About this task →
Set the entries down again exactly; none may be skipped.

Information provided →
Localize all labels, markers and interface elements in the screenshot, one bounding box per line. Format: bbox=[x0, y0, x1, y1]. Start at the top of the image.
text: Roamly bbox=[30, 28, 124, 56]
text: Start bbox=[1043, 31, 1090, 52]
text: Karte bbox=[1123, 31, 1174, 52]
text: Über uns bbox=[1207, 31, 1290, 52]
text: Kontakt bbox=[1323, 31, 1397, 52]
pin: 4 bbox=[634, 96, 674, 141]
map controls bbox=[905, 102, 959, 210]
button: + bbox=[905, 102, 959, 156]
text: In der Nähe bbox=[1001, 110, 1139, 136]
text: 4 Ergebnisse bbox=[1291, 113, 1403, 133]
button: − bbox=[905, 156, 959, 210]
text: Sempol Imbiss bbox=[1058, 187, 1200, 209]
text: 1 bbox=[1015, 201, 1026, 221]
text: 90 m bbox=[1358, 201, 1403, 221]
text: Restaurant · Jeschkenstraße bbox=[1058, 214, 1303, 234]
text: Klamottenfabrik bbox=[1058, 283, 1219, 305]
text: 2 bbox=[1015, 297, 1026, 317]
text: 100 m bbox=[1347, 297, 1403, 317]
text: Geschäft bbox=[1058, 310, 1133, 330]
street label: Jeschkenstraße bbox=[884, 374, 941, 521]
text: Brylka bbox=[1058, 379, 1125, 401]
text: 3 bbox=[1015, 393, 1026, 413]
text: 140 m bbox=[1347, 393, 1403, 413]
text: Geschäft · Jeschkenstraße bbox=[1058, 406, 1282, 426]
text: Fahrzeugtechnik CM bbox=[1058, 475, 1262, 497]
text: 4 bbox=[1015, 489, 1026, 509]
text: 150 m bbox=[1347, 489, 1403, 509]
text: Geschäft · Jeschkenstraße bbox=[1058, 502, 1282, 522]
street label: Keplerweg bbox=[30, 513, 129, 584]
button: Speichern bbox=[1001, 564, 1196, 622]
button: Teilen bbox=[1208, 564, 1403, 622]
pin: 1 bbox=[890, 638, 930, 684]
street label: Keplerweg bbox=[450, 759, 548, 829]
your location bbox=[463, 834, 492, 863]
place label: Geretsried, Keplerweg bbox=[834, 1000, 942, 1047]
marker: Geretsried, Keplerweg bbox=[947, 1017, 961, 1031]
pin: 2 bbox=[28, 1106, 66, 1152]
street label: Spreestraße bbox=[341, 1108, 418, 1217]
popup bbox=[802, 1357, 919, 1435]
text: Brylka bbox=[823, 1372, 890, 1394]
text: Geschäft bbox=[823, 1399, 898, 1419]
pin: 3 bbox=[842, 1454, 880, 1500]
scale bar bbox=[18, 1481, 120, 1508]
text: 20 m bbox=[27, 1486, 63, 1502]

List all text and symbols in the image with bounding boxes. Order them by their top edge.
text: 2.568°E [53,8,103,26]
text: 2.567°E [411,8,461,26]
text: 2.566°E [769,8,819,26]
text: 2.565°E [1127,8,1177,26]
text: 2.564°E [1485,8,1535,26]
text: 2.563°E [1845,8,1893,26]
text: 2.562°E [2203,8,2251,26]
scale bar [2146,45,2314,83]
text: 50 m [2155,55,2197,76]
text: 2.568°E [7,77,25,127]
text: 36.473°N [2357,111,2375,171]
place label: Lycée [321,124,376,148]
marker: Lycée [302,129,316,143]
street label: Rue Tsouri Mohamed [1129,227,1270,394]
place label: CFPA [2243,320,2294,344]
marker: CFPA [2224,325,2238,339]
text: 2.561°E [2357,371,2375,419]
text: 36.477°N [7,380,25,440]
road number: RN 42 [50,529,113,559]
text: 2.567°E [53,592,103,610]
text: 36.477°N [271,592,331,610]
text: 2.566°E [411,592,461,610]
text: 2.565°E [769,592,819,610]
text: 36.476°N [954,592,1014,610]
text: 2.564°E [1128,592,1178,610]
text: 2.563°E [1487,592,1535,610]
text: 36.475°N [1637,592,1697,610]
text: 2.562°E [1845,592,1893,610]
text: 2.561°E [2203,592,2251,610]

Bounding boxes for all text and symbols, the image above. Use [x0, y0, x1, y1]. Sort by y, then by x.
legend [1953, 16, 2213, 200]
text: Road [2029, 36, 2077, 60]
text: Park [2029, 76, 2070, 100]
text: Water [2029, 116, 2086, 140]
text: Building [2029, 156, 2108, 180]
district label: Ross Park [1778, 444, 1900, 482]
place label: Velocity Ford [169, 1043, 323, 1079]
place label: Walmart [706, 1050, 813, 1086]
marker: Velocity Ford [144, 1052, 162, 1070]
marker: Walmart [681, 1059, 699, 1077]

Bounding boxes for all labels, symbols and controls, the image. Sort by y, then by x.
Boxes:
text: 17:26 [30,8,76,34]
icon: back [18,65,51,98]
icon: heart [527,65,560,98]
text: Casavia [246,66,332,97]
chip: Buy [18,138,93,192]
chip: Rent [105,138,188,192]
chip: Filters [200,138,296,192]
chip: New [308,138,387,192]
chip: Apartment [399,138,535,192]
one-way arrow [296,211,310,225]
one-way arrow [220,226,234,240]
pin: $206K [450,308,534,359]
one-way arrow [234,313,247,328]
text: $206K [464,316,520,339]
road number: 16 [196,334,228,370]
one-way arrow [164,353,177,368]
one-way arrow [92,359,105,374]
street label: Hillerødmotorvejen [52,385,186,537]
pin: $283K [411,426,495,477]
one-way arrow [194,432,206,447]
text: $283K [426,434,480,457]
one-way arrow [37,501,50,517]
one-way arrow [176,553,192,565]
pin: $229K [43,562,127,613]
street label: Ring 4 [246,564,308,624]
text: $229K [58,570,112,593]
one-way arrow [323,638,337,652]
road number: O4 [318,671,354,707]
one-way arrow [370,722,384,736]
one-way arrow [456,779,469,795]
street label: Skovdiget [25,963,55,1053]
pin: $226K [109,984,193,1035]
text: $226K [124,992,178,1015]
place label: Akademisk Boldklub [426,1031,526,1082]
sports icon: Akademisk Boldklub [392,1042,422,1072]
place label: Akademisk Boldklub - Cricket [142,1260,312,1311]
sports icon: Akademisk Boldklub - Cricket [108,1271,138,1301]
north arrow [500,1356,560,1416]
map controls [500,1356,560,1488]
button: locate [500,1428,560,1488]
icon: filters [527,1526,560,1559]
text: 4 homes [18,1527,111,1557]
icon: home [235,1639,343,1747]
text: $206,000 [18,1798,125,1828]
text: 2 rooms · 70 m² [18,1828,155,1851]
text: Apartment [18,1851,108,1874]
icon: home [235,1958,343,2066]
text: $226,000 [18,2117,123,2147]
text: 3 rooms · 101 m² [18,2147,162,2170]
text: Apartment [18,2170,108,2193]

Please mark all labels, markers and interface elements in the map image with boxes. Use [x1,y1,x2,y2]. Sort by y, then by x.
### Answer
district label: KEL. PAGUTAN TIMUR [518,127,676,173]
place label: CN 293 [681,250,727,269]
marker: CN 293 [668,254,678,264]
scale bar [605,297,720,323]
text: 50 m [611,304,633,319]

Exercise solution →
Localize all labels, markers and interface elements in the screenshot, one bounding box per line. Format: bbox=[x0, y0, x1, y1]. Start at the top of the image.
text: Roamly bbox=[30, 28, 124, 56]
text: Start bbox=[1043, 31, 1090, 52]
text: Karte bbox=[1123, 31, 1174, 52]
text: Über uns bbox=[1207, 31, 1290, 52]
text: Kontakt bbox=[1323, 31, 1397, 52]
pin: 4 bbox=[634, 96, 674, 141]
map controls bbox=[905, 102, 959, 210]
button: + bbox=[905, 102, 959, 156]
text: In der Nähe bbox=[1001, 110, 1139, 136]
text: 4 Ergebnisse bbox=[1291, 113, 1403, 133]
button: − bbox=[905, 156, 959, 210]
text: Sempol Imbiss bbox=[1058, 187, 1200, 209]
text: 1 bbox=[1015, 201, 1026, 221]
text: 90 m bbox=[1358, 201, 1403, 221]
text: Restaurant · Jeschkenstraße bbox=[1058, 214, 1303, 234]
text: Klamottenfabrik bbox=[1058, 283, 1219, 305]
text: 2 bbox=[1015, 297, 1026, 317]
text: 100 m bbox=[1347, 297, 1403, 317]
text: Geschäft bbox=[1058, 310, 1133, 330]
street label: Jeschkenstraße bbox=[884, 374, 941, 521]
text: Brylka bbox=[1058, 379, 1125, 401]
text: 3 bbox=[1015, 393, 1026, 413]
text: 140 m bbox=[1347, 393, 1403, 413]
text: Geschäft · Jeschkenstraße bbox=[1058, 406, 1282, 426]
text: Fahrzeugtechnik CM bbox=[1058, 475, 1262, 497]
text: 4 bbox=[1015, 489, 1026, 509]
text: 150 m bbox=[1347, 489, 1403, 509]
text: Geschäft · Jeschkenstraße bbox=[1058, 502, 1282, 522]
street label: Keplerweg bbox=[30, 513, 129, 584]
button: Speichern bbox=[1001, 564, 1196, 622]
button: Teilen bbox=[1208, 564, 1403, 622]
pin: 1 bbox=[890, 638, 930, 684]
street label: Keplerweg bbox=[450, 759, 548, 829]
your location bbox=[463, 834, 492, 863]
place label: Geretsried, Keplerweg bbox=[834, 1000, 942, 1047]
marker: Geretsried, Keplerweg bbox=[947, 1017, 961, 1031]
pin: 2 bbox=[28, 1106, 66, 1152]
street label: Spreestraße bbox=[341, 1108, 418, 1217]
popup bbox=[802, 1357, 919, 1435]
text: Brylka bbox=[823, 1372, 890, 1394]
text: Geschäft bbox=[823, 1399, 898, 1419]
pin: 3 bbox=[842, 1454, 880, 1500]
scale bar bbox=[18, 1481, 120, 1508]
text: 20 m bbox=[27, 1486, 63, 1502]

List all text and symbols in the image with bounding boxes. Order them by their top edge.
text: 2.568°E [53,8,103,26]
text: 2.567°E [411,8,461,26]
text: 2.566°E [769,8,819,26]
text: 2.565°E [1127,8,1177,26]
text: 2.564°E [1485,8,1535,26]
text: 2.563°E [1845,8,1893,26]
text: 2.562°E [2203,8,2251,26]
scale bar [2146,45,2314,83]
text: 50 m [2155,55,2197,76]
text: 2.568°E [7,77,25,127]
text: 36.473°N [2357,111,2375,171]
place label: Lycée [321,124,376,148]
marker: Lycée [302,129,316,143]
street label: Rue Tsouri Mohamed [1129,227,1270,394]
place label: CFPA [2243,320,2294,344]
marker: CFPA [2224,325,2238,339]
text: 2.561°E [2357,371,2375,419]
text: 36.477°N [7,380,25,440]
road number: RN 42 [50,529,113,559]
text: 2.567°E [53,592,103,610]
text: 36.477°N [271,592,331,610]
text: 2.566°E [411,592,461,610]
text: 2.565°E [769,592,819,610]
text: 36.476°N [954,592,1014,610]
text: 2.564°E [1128,592,1178,610]
text: 2.563°E [1487,592,1535,610]
text: 36.475°N [1637,592,1697,610]
text: 2.562°E [1845,592,1893,610]
text: 2.561°E [2203,592,2251,610]

Bounding boxes for all text and symbols, the image above. Use [x0, y0, x1, y1]. Sort by y, then by x.
legend [1953, 16, 2213, 200]
text: Road [2029, 36, 2077, 60]
text: Park [2029, 76, 2070, 100]
text: Water [2029, 116, 2086, 140]
text: Building [2029, 156, 2108, 180]
district label: Ross Park [1778, 444, 1900, 482]
place label: Velocity Ford [169, 1043, 323, 1079]
place label: Walmart [706, 1050, 813, 1086]
marker: Velocity Ford [144, 1052, 162, 1070]
marker: Walmart [681, 1059, 699, 1077]

Bounding boxes for all labels, symbols and controls, the image. Sort by y, then by x.
Boxes:
text: 17:26 [30,8,76,34]
icon: back [18,65,51,98]
icon: heart [527,65,560,98]
text: Casavia [246,66,332,97]
chip: Buy [18,138,93,192]
chip: Rent [105,138,188,192]
chip: Filters [200,138,296,192]
chip: New [308,138,387,192]
chip: Apartment [399,138,535,192]
one-way arrow [296,211,310,225]
one-way arrow [220,226,234,240]
pin: $206K [450,308,534,359]
one-way arrow [234,313,247,328]
text: $206K [464,316,520,339]
road number: 16 [196,334,228,370]
one-way arrow [164,353,177,368]
one-way arrow [92,359,105,374]
street label: Hillerødmotorvejen [52,385,186,537]
pin: $283K [411,426,495,477]
one-way arrow [194,432,206,447]
text: $283K [426,434,480,457]
one-way arrow [37,501,50,517]
one-way arrow [176,553,192,565]
pin: $229K [43,562,127,613]
street label: Ring 4 [246,564,308,624]
text: $229K [58,570,112,593]
one-way arrow [323,638,337,652]
road number: O4 [318,671,354,707]
one-way arrow [370,722,384,736]
one-way arrow [456,779,469,795]
street label: Skovdiget [25,963,55,1053]
pin: $226K [109,984,193,1035]
text: $226K [124,992,178,1015]
place label: Akademisk Boldklub [426,1031,526,1082]
sports icon: Akademisk Boldklub [392,1042,422,1072]
place label: Akademisk Boldklub - Cricket [142,1260,312,1311]
sports icon: Akademisk Boldklub - Cricket [108,1271,138,1301]
north arrow [500,1356,560,1416]
map controls [500,1356,560,1488]
button: locate [500,1428,560,1488]
icon: filters [527,1526,560,1559]
text: 4 homes [18,1527,111,1557]
icon: home [235,1639,343,1747]
text: $206,000 [18,1798,125,1828]
text: 2 rooms · 70 m² [18,1828,155,1851]
text: Apartment [18,1851,108,1874]
icon: home [235,1958,343,2066]
text: $226,000 [18,2117,123,2147]
text: 3 rooms · 101 m² [18,2147,162,2170]
text: Apartment [18,2170,108,2193]

Please mark all labels, markers and interface elements in the map image with boxes. Use [x1,y1,x2,y2]. Sort by y, then by x.
### Answer
district label: KEL. PAGUTAN TIMUR [518,127,676,173]
place label: CN 293 [681,250,727,269]
marker: CN 293 [668,254,678,264]
scale bar [605,297,720,323]
text: 50 m [611,304,633,319]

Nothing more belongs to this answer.